MMFM 2025 : The 4th Workshop on What is Next in Multimodal Foundation Models?

October 19-20, 2025Honolulu, Hawai'i
Topics:


We invite contributions on the topic of multimodal foundation models (MMFMs). Topics of interest include, but are not limited to:


Vision / Sound / Speech / Action / Language tasks using Foundation Models in any possible combination

Data and model scaling properties of MMFMs

Self/semi/weakly supervised training of MMFMs

Multimodal grounding in foundation models

Generative MMFMs (e.g., text-to-image/video/3D generation)

Ethics, risks, and fairness of MMFMs

Efficient training and inference of MMFMs

Parameter-efficient fine-tuning, prompting, and adapters for MMFMs

Generalization of MMFMs to other domains

Multi-task and continual learning for MMFMs

Compositionality and Reasoning Approaches for MMFMs



Submission Guidelines:

Full-length papers with proceedings (ICCV format).

Accepted papers in this track will be published in the ICCV workshop proceedings. The work should be original and 4-8 pages long (excluding references) and submitted using the ICCV format. For this track, we follow the ICCV 2025 Dual Submission Policy. Thus, the work should be sufficiently original and not under review in other venues.

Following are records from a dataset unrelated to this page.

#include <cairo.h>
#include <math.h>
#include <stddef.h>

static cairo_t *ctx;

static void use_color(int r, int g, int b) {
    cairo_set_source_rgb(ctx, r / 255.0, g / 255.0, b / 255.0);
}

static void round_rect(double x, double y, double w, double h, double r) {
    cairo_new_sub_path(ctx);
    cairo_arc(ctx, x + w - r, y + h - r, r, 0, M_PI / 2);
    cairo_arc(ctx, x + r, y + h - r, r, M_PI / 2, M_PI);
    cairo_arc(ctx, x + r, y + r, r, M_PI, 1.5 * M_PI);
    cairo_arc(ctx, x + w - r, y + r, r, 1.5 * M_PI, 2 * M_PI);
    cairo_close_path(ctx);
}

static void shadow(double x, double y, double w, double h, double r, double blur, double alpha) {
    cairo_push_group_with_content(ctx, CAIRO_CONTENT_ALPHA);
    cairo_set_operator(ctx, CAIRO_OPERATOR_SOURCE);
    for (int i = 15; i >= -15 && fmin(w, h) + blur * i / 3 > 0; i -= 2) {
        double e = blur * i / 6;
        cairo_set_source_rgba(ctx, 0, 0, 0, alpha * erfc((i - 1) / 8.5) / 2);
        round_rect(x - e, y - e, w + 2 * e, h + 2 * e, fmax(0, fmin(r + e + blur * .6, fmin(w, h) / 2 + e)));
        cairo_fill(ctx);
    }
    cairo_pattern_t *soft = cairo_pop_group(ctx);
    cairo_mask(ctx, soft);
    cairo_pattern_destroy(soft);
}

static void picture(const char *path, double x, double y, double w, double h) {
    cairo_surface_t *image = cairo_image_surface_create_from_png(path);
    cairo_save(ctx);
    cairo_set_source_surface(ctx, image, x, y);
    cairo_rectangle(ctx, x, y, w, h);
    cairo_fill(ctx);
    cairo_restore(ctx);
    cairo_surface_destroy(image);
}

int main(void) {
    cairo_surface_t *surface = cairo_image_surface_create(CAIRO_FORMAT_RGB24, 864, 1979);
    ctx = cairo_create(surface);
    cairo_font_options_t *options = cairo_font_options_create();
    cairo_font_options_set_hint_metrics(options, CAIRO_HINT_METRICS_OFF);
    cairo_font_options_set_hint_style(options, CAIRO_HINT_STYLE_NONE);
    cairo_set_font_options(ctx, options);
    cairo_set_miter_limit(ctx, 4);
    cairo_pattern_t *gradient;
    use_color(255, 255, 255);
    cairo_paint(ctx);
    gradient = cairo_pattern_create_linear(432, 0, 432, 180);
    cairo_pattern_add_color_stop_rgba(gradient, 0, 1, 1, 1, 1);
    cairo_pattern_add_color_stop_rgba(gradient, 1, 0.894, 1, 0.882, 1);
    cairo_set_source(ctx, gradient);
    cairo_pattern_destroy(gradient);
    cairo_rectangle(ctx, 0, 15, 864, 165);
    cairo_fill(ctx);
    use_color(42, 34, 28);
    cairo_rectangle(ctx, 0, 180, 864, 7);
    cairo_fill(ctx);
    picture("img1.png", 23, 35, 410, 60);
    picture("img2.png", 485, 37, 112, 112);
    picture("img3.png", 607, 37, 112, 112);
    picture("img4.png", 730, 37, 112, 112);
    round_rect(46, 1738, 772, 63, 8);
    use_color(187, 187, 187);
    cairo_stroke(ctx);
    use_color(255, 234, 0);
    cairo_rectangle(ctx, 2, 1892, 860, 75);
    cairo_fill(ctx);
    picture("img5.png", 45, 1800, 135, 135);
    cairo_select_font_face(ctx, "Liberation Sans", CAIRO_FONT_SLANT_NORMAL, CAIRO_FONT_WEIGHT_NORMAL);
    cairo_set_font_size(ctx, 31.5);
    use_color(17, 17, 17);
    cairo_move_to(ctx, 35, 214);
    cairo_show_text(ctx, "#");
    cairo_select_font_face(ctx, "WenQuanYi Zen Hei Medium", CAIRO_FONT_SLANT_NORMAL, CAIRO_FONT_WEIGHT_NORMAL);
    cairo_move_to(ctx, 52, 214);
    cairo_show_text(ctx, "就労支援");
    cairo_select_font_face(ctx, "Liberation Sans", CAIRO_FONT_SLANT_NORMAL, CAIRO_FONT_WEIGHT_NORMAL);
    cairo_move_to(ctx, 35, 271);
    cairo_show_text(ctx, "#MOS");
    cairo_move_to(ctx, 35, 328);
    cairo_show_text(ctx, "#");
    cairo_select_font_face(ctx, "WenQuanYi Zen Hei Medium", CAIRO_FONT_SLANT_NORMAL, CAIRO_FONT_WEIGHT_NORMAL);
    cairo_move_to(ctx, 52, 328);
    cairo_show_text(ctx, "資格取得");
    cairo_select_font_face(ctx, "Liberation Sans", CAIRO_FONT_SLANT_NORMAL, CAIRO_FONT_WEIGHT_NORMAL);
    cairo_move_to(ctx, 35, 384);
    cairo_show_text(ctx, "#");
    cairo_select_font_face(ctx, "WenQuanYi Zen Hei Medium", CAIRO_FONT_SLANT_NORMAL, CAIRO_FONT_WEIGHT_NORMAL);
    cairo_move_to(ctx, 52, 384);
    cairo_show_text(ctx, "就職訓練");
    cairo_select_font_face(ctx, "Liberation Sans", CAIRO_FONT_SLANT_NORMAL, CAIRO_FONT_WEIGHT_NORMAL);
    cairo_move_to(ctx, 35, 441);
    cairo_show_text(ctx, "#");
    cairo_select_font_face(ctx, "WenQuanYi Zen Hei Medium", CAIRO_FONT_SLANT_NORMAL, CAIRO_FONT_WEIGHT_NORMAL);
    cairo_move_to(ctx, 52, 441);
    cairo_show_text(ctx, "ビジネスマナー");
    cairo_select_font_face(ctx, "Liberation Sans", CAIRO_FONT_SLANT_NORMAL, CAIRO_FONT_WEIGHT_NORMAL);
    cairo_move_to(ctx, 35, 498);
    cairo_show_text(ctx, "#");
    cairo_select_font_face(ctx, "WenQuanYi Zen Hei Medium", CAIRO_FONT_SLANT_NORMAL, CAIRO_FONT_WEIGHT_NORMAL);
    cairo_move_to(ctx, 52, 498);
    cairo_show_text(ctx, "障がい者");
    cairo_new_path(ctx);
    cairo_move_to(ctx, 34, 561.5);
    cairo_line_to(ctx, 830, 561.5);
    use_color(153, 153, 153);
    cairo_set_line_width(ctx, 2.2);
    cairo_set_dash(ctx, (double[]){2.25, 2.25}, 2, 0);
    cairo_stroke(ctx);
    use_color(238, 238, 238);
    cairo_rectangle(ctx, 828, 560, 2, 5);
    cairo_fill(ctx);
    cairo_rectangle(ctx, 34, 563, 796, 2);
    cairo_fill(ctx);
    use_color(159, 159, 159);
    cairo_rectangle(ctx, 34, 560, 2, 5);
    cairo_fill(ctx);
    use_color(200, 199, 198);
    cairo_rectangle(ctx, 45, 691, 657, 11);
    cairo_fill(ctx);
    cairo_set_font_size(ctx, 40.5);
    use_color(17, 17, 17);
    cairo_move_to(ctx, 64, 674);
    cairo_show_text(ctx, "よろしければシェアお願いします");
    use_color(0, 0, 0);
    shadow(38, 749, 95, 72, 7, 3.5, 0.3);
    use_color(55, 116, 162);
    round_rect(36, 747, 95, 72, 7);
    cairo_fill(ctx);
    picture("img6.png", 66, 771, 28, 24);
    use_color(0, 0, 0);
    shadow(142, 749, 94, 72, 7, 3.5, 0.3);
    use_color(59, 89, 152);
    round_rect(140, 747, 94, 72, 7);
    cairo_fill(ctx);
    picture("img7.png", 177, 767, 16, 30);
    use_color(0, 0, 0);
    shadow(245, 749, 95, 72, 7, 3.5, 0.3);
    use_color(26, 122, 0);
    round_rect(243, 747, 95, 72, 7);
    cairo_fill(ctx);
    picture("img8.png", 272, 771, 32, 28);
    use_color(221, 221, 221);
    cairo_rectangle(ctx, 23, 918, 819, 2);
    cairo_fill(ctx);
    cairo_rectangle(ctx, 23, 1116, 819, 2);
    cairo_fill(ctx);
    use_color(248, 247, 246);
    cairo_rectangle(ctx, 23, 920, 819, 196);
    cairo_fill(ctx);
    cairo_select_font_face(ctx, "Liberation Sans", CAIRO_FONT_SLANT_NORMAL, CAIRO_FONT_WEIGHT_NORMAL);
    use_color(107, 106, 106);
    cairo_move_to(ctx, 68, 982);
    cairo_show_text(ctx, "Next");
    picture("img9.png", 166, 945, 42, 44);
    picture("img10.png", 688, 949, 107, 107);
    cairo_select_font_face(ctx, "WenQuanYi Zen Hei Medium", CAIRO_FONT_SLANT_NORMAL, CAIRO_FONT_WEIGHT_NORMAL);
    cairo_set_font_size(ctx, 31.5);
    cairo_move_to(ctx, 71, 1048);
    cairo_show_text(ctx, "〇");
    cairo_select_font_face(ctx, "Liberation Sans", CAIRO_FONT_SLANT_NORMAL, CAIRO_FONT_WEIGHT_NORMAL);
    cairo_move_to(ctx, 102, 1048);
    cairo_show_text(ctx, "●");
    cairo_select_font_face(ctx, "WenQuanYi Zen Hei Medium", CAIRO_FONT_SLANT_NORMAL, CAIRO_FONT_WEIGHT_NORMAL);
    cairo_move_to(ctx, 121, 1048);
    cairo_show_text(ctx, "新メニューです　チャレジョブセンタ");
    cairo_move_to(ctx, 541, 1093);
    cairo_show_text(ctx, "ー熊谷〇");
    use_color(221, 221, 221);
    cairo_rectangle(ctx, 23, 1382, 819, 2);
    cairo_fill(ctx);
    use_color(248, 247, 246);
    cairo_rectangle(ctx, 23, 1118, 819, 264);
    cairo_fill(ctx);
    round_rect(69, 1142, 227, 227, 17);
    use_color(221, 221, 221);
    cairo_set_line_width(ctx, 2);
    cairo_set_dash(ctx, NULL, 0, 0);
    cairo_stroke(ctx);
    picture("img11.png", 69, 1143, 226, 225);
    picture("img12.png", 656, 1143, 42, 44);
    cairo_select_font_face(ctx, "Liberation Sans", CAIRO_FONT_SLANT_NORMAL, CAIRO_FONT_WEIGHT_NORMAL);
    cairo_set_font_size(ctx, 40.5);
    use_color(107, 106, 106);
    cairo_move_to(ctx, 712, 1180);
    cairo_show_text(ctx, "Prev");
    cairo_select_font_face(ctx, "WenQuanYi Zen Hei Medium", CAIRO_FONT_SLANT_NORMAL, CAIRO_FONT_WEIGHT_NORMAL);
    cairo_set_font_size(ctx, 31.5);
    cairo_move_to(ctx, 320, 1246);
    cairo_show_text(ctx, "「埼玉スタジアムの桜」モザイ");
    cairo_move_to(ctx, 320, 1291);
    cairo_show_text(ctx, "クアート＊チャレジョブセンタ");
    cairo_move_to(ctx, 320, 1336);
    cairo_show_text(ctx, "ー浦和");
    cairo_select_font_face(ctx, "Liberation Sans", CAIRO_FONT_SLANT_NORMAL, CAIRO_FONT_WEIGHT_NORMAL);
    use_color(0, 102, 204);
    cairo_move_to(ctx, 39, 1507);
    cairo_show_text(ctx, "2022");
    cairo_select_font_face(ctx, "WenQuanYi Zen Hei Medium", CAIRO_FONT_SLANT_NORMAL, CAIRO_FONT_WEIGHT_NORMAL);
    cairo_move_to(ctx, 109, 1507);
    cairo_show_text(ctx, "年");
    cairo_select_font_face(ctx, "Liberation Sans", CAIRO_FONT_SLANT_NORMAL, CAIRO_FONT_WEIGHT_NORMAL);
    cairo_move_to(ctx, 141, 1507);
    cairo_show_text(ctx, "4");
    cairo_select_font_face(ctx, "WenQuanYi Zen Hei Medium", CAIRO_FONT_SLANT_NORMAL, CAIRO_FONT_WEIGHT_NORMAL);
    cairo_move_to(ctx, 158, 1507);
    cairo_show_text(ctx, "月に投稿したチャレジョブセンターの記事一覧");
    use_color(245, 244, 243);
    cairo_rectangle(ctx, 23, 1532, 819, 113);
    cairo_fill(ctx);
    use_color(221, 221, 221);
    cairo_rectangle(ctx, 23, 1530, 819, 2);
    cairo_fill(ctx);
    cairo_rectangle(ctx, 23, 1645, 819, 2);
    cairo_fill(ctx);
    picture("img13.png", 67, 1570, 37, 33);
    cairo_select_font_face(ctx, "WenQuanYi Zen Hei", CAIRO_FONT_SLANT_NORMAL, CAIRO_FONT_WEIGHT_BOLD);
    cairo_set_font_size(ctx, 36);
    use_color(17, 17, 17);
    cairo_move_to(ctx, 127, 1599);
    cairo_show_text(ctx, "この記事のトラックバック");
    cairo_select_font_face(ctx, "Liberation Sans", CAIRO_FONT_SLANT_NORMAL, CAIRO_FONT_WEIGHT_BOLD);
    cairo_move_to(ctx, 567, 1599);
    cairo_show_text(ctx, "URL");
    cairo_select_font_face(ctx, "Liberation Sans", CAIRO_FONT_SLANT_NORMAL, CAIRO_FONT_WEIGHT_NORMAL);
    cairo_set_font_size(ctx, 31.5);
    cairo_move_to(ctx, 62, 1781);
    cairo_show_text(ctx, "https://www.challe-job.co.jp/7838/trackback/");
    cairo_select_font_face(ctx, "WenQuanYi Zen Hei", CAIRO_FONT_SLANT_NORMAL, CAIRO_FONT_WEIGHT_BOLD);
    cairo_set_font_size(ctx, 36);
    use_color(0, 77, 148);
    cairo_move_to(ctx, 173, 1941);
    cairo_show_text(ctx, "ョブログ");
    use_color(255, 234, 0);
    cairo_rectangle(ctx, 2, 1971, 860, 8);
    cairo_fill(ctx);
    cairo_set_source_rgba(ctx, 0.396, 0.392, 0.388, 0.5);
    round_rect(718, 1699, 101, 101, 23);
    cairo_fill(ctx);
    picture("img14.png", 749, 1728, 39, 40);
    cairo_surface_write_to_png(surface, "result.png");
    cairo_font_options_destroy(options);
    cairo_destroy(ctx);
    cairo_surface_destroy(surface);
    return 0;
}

Extended abstracts (non-archived).

The minimum page limit is two pages, and the maximum is four pages (including references). We encourage the submission of work in progress and work that has been previously published on topics relevant to the workshop. Note that these submissions will not be published in the proceedings. For authors who want to submit their accepted work at this workshop to a different journal or conference, please check their double submissions policy.

Papers accepted to ICCV 2025 (non-archived)

Full-length papers (up to 8 pages, excluding references) accepted to the main ICCV 2025 conference on topics relevant to the workshop.